All lines of the entries with "Lyndale" in them must be listed.

◇ ◇ ◇ ◇

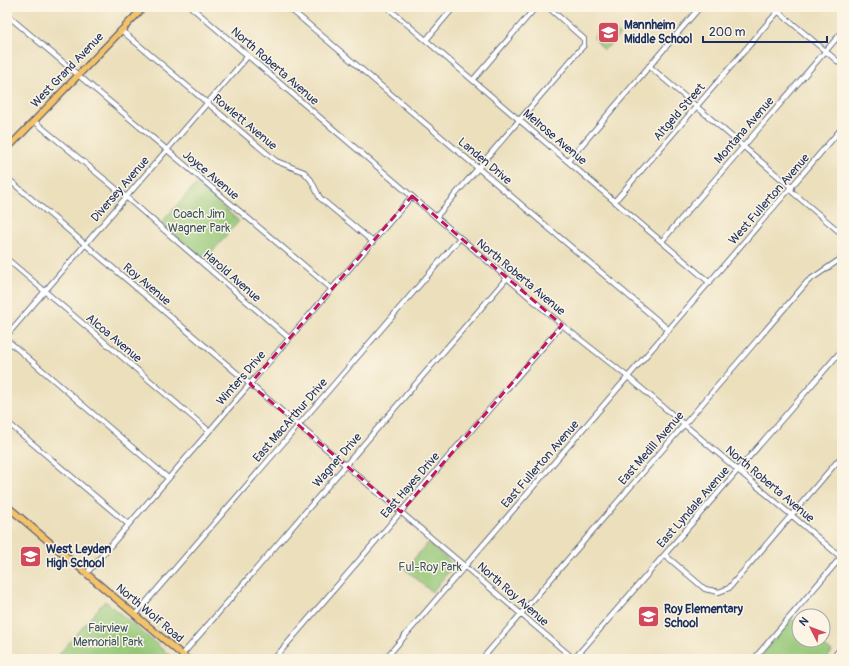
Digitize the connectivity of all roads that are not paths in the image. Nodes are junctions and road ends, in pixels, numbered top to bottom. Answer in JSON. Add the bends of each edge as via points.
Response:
{"nodes":[{"id":1,"x":144,"y":7,"type":"edge"},
{"id":2,"x":190,"y":7,"type":"edge"},
{"id":3,"x":288,"y":7,"type":"edge"},
{"id":4,"x":387,"y":7,"type":"edge"},
{"id":5,"x":454,"y":7,"type":"edge"},
{"id":6,"x":536,"y":7,"type":"edge"},
{"id":7,"x":548,"y":7,"type":"edge"},
{"id":8,"x":700,"y":7,"type":"edge"},
{"id":9,"x":773,"y":7,"type":"edge"},
{"id":10,"x":782,"y":7,"type":"edge"},
{"id":11,"x":779,"y":11,"type":"junction"},
{"id":12,"x":7,"y":15,"type":"edge"},
{"id":13,"x":121,"y":30,"type":"junction"},
{"id":14,"x":842,"y":32,"type":"edge"},
{"id":15,"x":426,"y":40,"type":"junction"},
{"id":16,"x":826,"y":52,"type":"junction"},
{"id":17,"x":248,"y":56,"type":"junction"},
{"id":18,"x":842,"y":65,"type":"edge"},
{"id":19,"x":649,"y":66,"type":"junction"},
{"id":20,"x":78,"y":74,"type":"junction"},
{"id":21,"x":473,"y":80,"type":"junction"},
{"id":22,"x":207,"y":103,"type":"junction"},
{"id":23,"x":696,"y":106,"type":"junction"},
{"id":24,"x":519,"y":119,"type":"junction"},
{"id":25,"x":34,"y":121,"type":"junction"},
{"id":26,"x":842,"y":128,"type":"edge"},
{"id":27,"x":743,"y":147,"type":"junction"},
{"id":28,"x":7,"y":149,"type":"edge"},
{"id":29,"x":166,"y":151,"type":"junction"},
{"id":30,"x":568,"y":161,"type":"junction"},
{"id":31,"x":478,"y":168,"type":"junction"},
{"id":32,"x":7,"y":178,"type":"edge"},
{"id":33,"x":791,"y":189,"type":"junction"},
{"id":34,"x":412,"y":196,"type":"junction"},
{"id":35,"x":126,"y":197,"type":"junction"},
{"id":36,"x":615,"y":201,"type":"junction"},
{"id":37,"x":436,"y":217,"type":"junction"},
{"id":38,"x":842,"y":234,"type":"edge"},
{"id":39,"x":460,"y":238,"type":"junction"},
{"id":40,"x":662,"y":241,"type":"junction"},
{"id":41,"x":372,"y":242,"type":"junction"},
{"id":42,"x":85,"y":245,"type":"junction"},
{"id":43,"x":842,"y":258,"type":"edge"},
{"id":44,"x":7,"y":260,"type":"edge"},
{"id":45,"x":507,"y":278,"type":"junction"},
{"id":46,"x":710,"y":283,"type":"junction"},
{"id":47,"x":332,"y":289,"type":"junction"},
{"id":48,"x":44,"y":292,"type":"junction"},
{"id":49,"x":562,"y":325,"type":"junction"},
{"id":50,"x":669,"y":330,"type":"junction"},
{"id":51,"x":7,"y":335,"type":"edge"},
{"id":52,"x":289,"y":338,"type":"junction"},
{"id":53,"x":7,"y":340,"type":"edge"},
{"id":54,"x":842,"y":350,"type":"edge"},
{"id":55,"x":628,"y":378,"type":"junction"},
{"id":56,"x":250,"y":384,"type":"junction"},
{"id":57,"x":275,"y":405,"type":"joint"},
{"id":58,"x":7,"y":422,"type":"edge"},
{"id":59,"x":299,"y":425,"type":"junction"},
{"id":60,"x":684,"y":425,"type":"junction"},
{"id":61,"x":209,"y":431,"type":"junction"},
{"id":62,"x":842,"y":456,"type":"edge"},
{"id":63,"x":346,"y":465,"type":"junction"},
{"id":64,"x":738,"y":471,"type":"junction"},
{"id":65,"x":168,"y":478,"type":"junction"},
{"id":66,"x":7,"y":506,"type":"edge"},
{"id":67,"x":401,"y":512,"type":"junction"},
{"id":68,"x":792,"y":514,"type":"junction"},
{"id":69,"x":128,"y":524,"type":"junction"},
{"id":70,"x":664,"y":555,"type":"junction"},
{"id":71,"x":842,"y":557,"type":"edge"},
{"id":72,"x":465,"y":566,"type":"junction"},
{"id":73,"x":86,"y":574,"type":"junction"},
{"id":74,"x":521,"y":614,"type":"junction"},
{"id":75,"x":135,"y":615,"type":"junction"},
{"id":76,"x":842,"y":648,"type":"edge"},
{"id":77,"x":184,"y":657,"type":"edge"},
{"id":78,"x":274,"y":659,"type":"edge"},
{"id":79,"x":385,"y":659,"type":"edge"},
{"id":80,"x":482,"y":659,"type":"edge"},
{"id":81,"x":574,"y":659,"type":"edge"},
{"id":82,"x":754,"y":659,"type":"edge"},
{"id":83,"x":832,"y":659,"type":"edge"}],
"edges":[{"from":1,"to":13,"type":"main road","name":"West Grand Avenue"},
{"from":2,"to":17,"type":"street","name":"North Roberta Avenue"},
{"from":3,"to":31,"type":"street","name":"Landen Drive"},
{"from":4,"to":15,"type":"street","name":"Melrose Avenue"},
{"from":5,"to":15,"type":"street"},
{"from":6,"to":21,"type":"street"},
{"from":7,"to":24,"type":"street","via":[[584,39],[584,45]]},
{"from":8,"to":19,"type":"street"},
{"from":9,"to":11,"type":"street"},
{"from":10,"to":11,"type":"street","name":"Altgeld Street"},
{"from":11,"to":16,"type":"street"},
{"from":11,"to":23,"type":"street","name":"Altgeld Street"},
{"from":12,"to":20,"type":"street","name":"Joyce Avenue"},
{"from":13,"to":20,"type":"main road","name":"West Grand Avenue"},
{"from":13,"to":22,"type":"street","name":"Rowlett Avenue"},
{"from":14,"to":16,"type":"street","name":"Montana Avenue"},
{"from":15,"to":21,"type":"street","name":"Melrose Avenue"},
{"from":16,"to":18,"type":"street"},
{"from":16,"to":27,"type":"street","name":"Montana Avenue"},
{"from":17,"to":22,"type":"street","name":"Diversey Avenue"},
{"from":17,"to":34,"type":"street","name":"North Roberta Avenue"},
{"from":19,"to":23,"type":"street"},
{"from":19,"to":30,"type":"street"},
{"from":20,"to":25,"type":"main road","name":"West Grand Avenue"},
{"from":20,"to":29,"type":"street","name":"Joyce Avenue"},
{"from":21,"to":24,"type":"street","name":"Melrose Avenue"},
{"from":22,"to":29,"type":"street","name":"Diversey Avenue"},
{"from":22,"to":41,"type":"street","name":"Rowlett Avenue","via":[[276,161],[304,172],[320,198]]},
{"from":23,"to":27,"type":"street"},
{"from":23,"to":36,"type":"street","name":"Altgeld Street"},
{"from":24,"to":30,"type":"street","name":"Melrose Avenue"},
{"from":24,"to":31,"type":"street"},
{"from":25,"to":28,"type":"main road","name":"West Grand Avenue"},
{"from":25,"to":35,"type":"street","name":"Harold Avenue"},
{"from":26,"to":33,"type":"street","name":"West Fullerton Avenue"},
{"from":27,"to":33,"type":"street"},
{"from":27,"to":40,"type":"street","name":"Montana Avenue"},
{"from":29,"to":35,"type":"street","name":"Diversey Avenue"},
{"from":29,"to":47,"type":"street","name":"Joyce Avenue"},
{"from":30,"to":36,"type":"street","name":"Melrose Avenue"},
{"from":31,"to":37,"type":"street"},
{"from":31,"to":50,"type":"street","name":"Landen Drive"},
{"from":32,"to":42,"type":"street","name":"Roy Avenue"},
{"from":33,"to":38,"type":"street"},
{"from":33,"to":46,"type":"street","name":"West Fullerton Avenue"},
{"from":34,"to":37,"type":"street","name":"North Roberta Avenue"},
{"from":34,"to":41,"type":"street","name":"Winters Drive"},
{"from":35,"to":42,"type":"street","name":"Diversey Avenue"},
{"from":35,"to":52,"type":"street","name":"Harold Avenue"},
{"from":36,"to":40,"type":"street","name":"Melrose Avenue"},
{"from":37,"to":39,"type":"street","name":"North Roberta Avenue"},
{"from":39,"to":45,"type":"street","name":"North Roberta Avenue"},
{"from":39,"to":59,"type":"street","name":"East MacArthur Drive"},
{"from":40,"to":46,"type":"street","name":"Melrose Avenue"},
{"from":41,"to":47,"type":"street","name":"Winters Drive"},
{"from":42,"to":48,"type":"street","name":"Diversey Avenue"},
{"from":42,"to":56,"type":"street","name":"Roy Avenue"},
{"from":43,"to":60,"type":"street","name":"East Medill Avenue","via":[[808,281]]},
{"from":44,"to":48,"type":"street","name":"Alcoa Avenue"},
{"from":45,"to":49,"type":"street","name":"North Roberta Avenue"},
{"from":45,"to":63,"type":"street","name":"Wagner Drive"},
{"from":46,"to":50,"type":"street","name":"East Fullerton Avenue"},
{"from":47,"to":52,"type":"street","name":"Winters Drive"},
{"from":48,"to":51,"type":"street","name":"Diversey Avenue"},
{"from":48,"to":61,"type":"street","name":"Alcoa Avenue"},
{"from":49,"to":55,"type":"street","name":"North Roberta Avenue"},
{"from":49,"to":67,"type":"street","name":"East Hayes Drive"},
{"from":50,"to":55,"type":"street","name":"East Fullerton Avenue"},
{"from":52,"to":56,"type":"street","name":"Winters Drive"},
{"from":53,"to":65,"type":"street"},
{"from":54,"to":64,"type":"street","name":"East Lyndale Avenue"},
{"from":55,"to":60,"type":"street","name":"North Roberta Avenue"},
{"from":55,"to":72,"type":"street","name":"East Fullerton Avenue"},
{"from":56,"to":57,"type":"street","name":"Roy Avenue"},
{"from":56,"to":61,"type":"street","name":"Winters Drive"},
{"from":57,"to":59,"type":"street","name":"North Roy Avenue"},
{"from":58,"to":69,"type":"street"},
{"from":59,"to":63,"type":"street","name":"North Roy Avenue"},
{"from":59,"to":75,"type":"street","name":"East MacArthur Drive"},
{"from":60,"to":64,"type":"street","name":"North Roberta Avenue"},
{"from":60,"to":74,"type":"street","name":"East Medill Avenue"},
{"from":61,"to":65,"type":"street","name":"Winters Drive"},
{"from":62,"to":68,"type":"street"},
{"from":63,"to":67,"type":"street","name":"North Roy Avenue"},
{"from":63,"to":77,"type":"street","name":"Wagner Drive"},
{"from":64,"to":68,"type":"street","name":"North Roberta Avenue"},
{"from":64,"to":70,"type":"street","name":"East Lyndale Avenue"},
{"from":65,"to":69,"type":"street","name":"Winters Drive"},
{"from":66,"to":73,"type":"main road","name":"North Wolf Road"},
{"from":67,"to":72,"type":"street","name":"North Roy Avenue"},
{"from":67,"to":78,"type":"street","name":"East Hayes Drive"},
{"from":68,"to":70,"type":"street","via":[[733,584],[719,592],[705,589]]},
{"from":68,"to":71,"type":"street","name":"North Roberta Avenue"},
{"from":69,"to":73,"type":"street","name":"Winters Drive"},
{"from":70,"to":81,"type":"street","name":"East Lyndale Avenue"},
{"from":71,"to":82,"type":"street"},
{"from":72,"to":74,"type":"street","name":"North Roy Avenue"},
{"from":72,"to":79,"type":"street","name":"East Fullerton Avenue"},
{"from":73,"to":75,"type":"main road","name":"North Wolf Road"},
{"from":74,"to":80,"type":"street","name":"East Medill Avenue"},
{"from":74,"to":81,"type":"street","name":"North Roy Avenue"},
{"from":75,"to":77,"type":"main road","name":"North Wolf Road"},
{"from":76,"to":83,"type":"street"}]}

◇ ◇ ◇ ◇

§ **Finished exercise**:
{"from":54,"to":64,"type":"street","name":"East Lyndale Avenue"},
{"from":64,"to":70,"type":"street","name":"East Lyndale Avenue"},
{"from":70,"to":81,"type":"street","name":"East Lyndale Avenue"},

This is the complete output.